(Beginning of Available records)
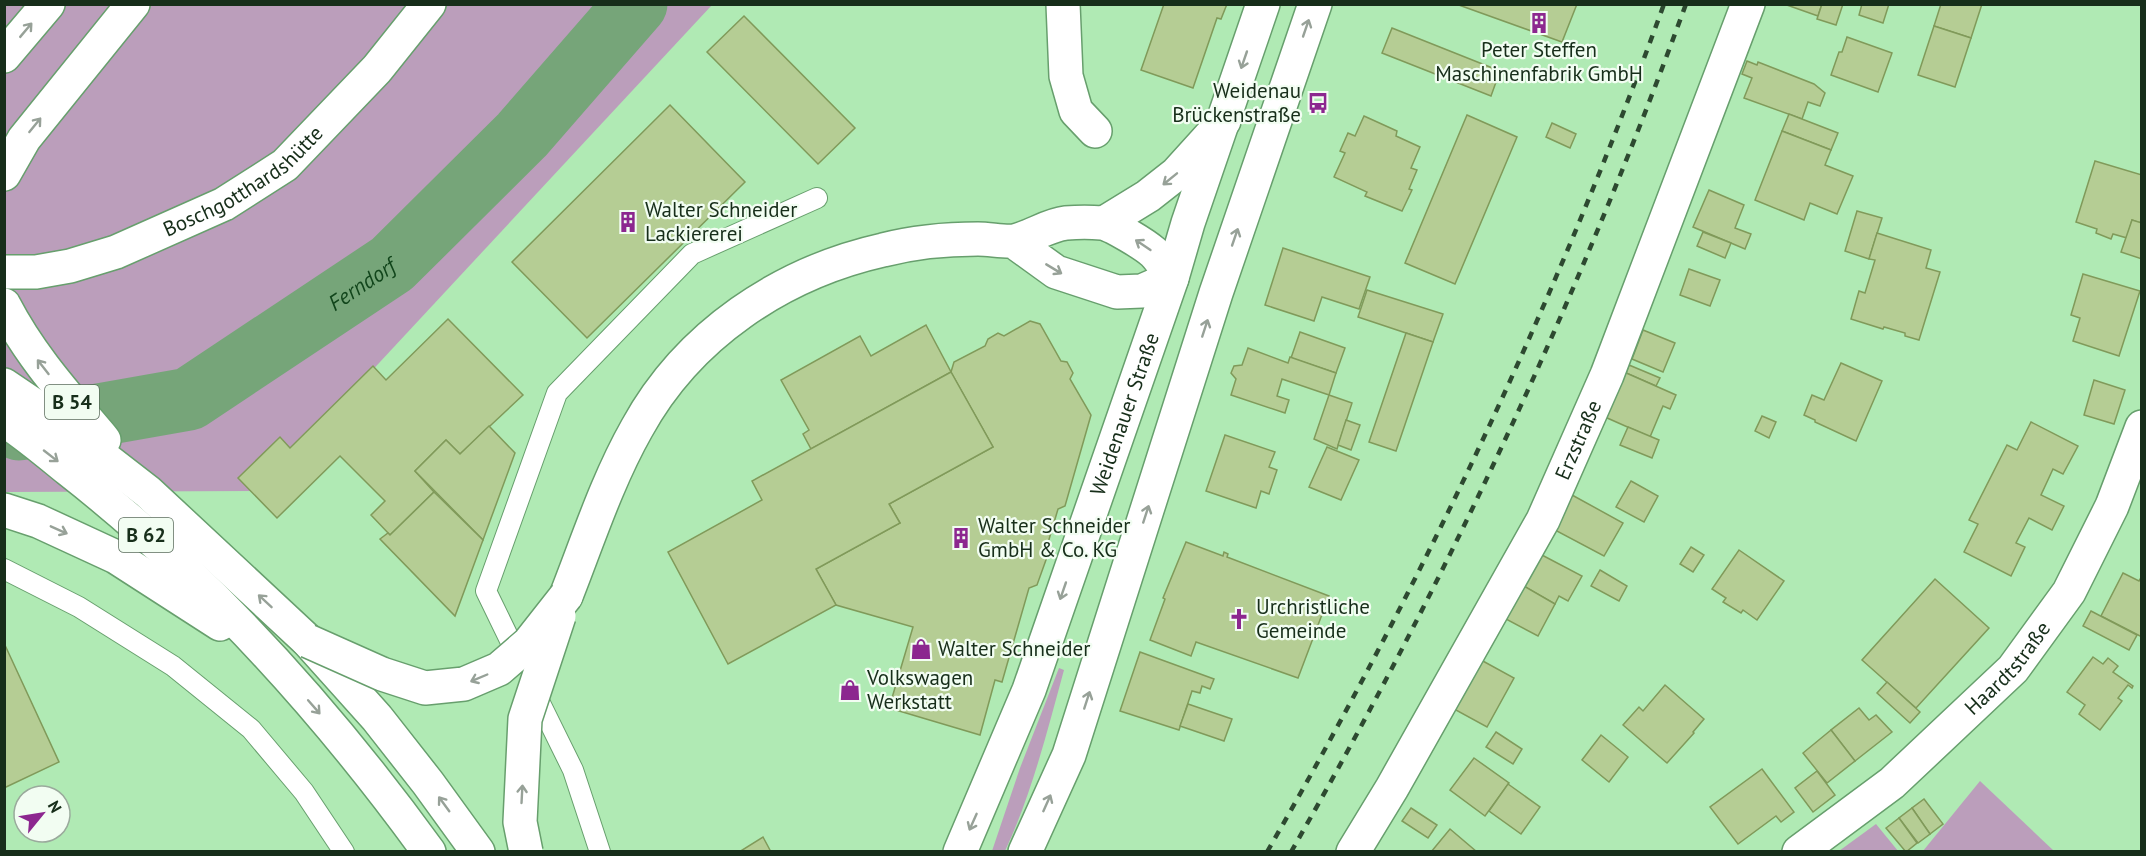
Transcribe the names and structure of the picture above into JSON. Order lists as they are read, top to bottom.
{
  "streets": {
    "main road": [
      "Boschgotthardshütte",
      "B 54",
      "Weidenauer Straße",
      "Erzstraße",
      "B 62",
      "Haardtstraße"
    ]
  },
  "crossings": [
    ["B 54", "B 62"]
  ],
  "water": ["Ferndorf"],
  "places": {
    "building": ["Peter Steffen Maschinenfabrik GmbH", "Walter Schneider Lackiererei", "Walter Schneider GmbH & Co. KG"],
    "bus stop": ["Weidenau Brückenstraße"],
    "church": ["Urchristliche Gemeinde"],
    "shop": ["Walter Schneider", "Volkswagen Werkstatt"]
  },
  "north": "top right"
}
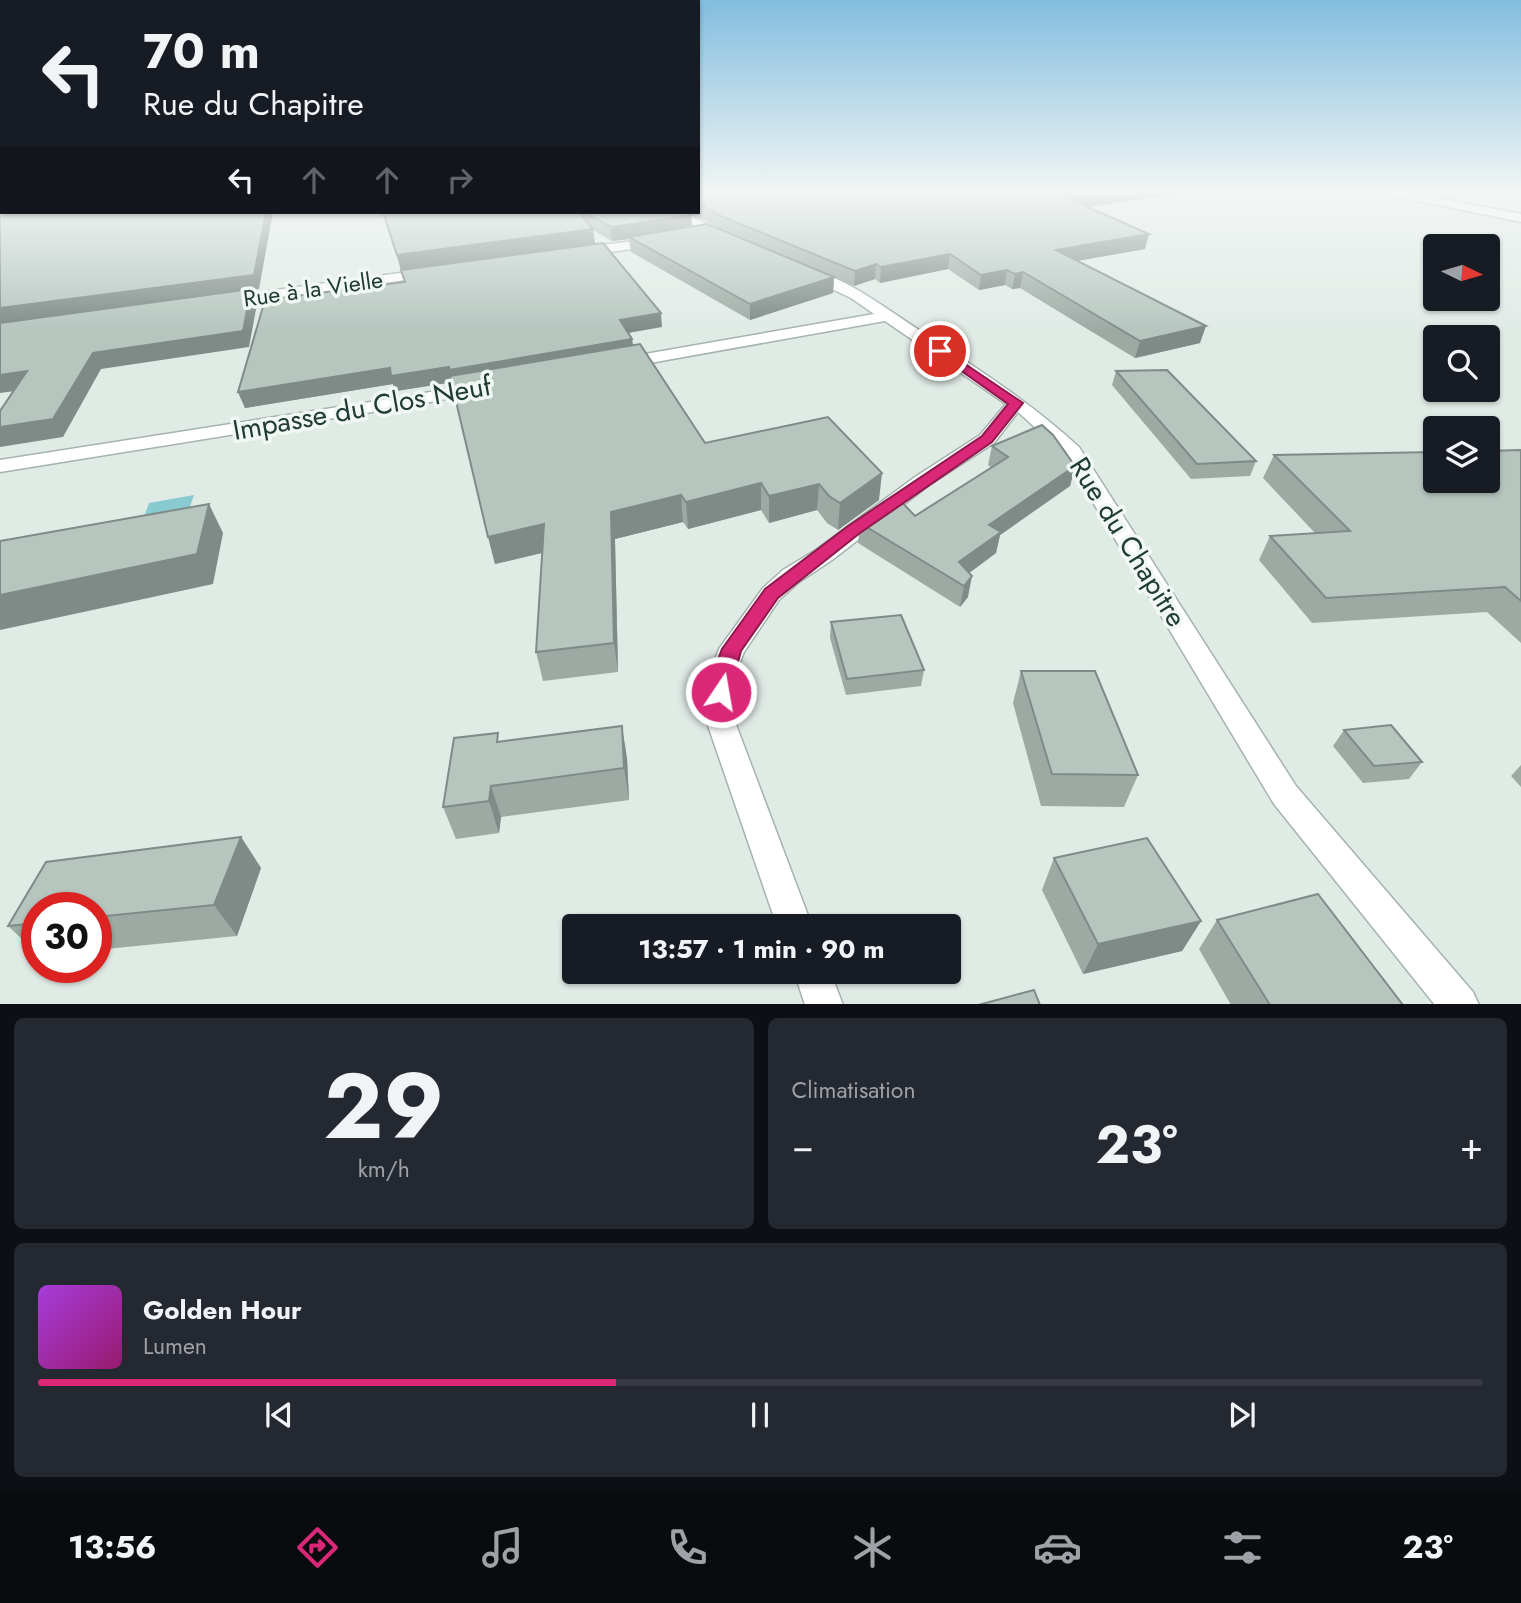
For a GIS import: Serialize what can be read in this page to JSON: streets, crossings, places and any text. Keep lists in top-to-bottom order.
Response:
{
  "streets": {
    "street": ["Rue à la Vielle", "Impasse du Clos Neuf", "Rue du Chapitre"]
  },
  "north": "right",
  "page": {
    "turn": ["70 m", "Rue du Chapitre"],
    "limit": "30",
    "trip": "13:57 · 1 min · 90 m",
    "tile": [
      ["29", "km/h"],
      "Climatisation"
    ],
    "heat": ["−", "23°", "+"],
    "song": ["Golden Hour", "Lumen"],
    "tabs": ["13:56", "23°"]
  }
}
(End of Available records)
Repeat, line for line and exactly, the material from its first line through the line that contains "For a GIS import: Serialize", both ends included; no pictures belong in the copy.

Transcribe the names and structure of the picture above into JSON. Order lists as they are read, top to bottom.
{
  "streets": {
    "main road": [
      "Boschgotthardshütte",
      "B 54",
      "Weidenauer Straße",
      "Erzstraße",
      "B 62",
      "Haardtstraße"
    ]
  },
  "crossings": [
    ["B 54", "B 62"]
  ],
  "water": ["Ferndorf"],
  "places": {
    "building": ["Peter Steffen Maschinenfabrik GmbH", "Walter Schneider Lackiererei", "Walter Schneider GmbH & Co. KG"],
    "bus stop": ["Weidenau Brückenstraße"],
    "church": ["Urchristliche Gemeinde"],
    "shop": ["Walter Schneider", "Volkswagen Werkstatt"]
  },
  "north": "top right"
}
For a GIS import: Serialize what can be read in this page to JSON: streets, crossings, places and any text. Keep lists in top-to-bottom order.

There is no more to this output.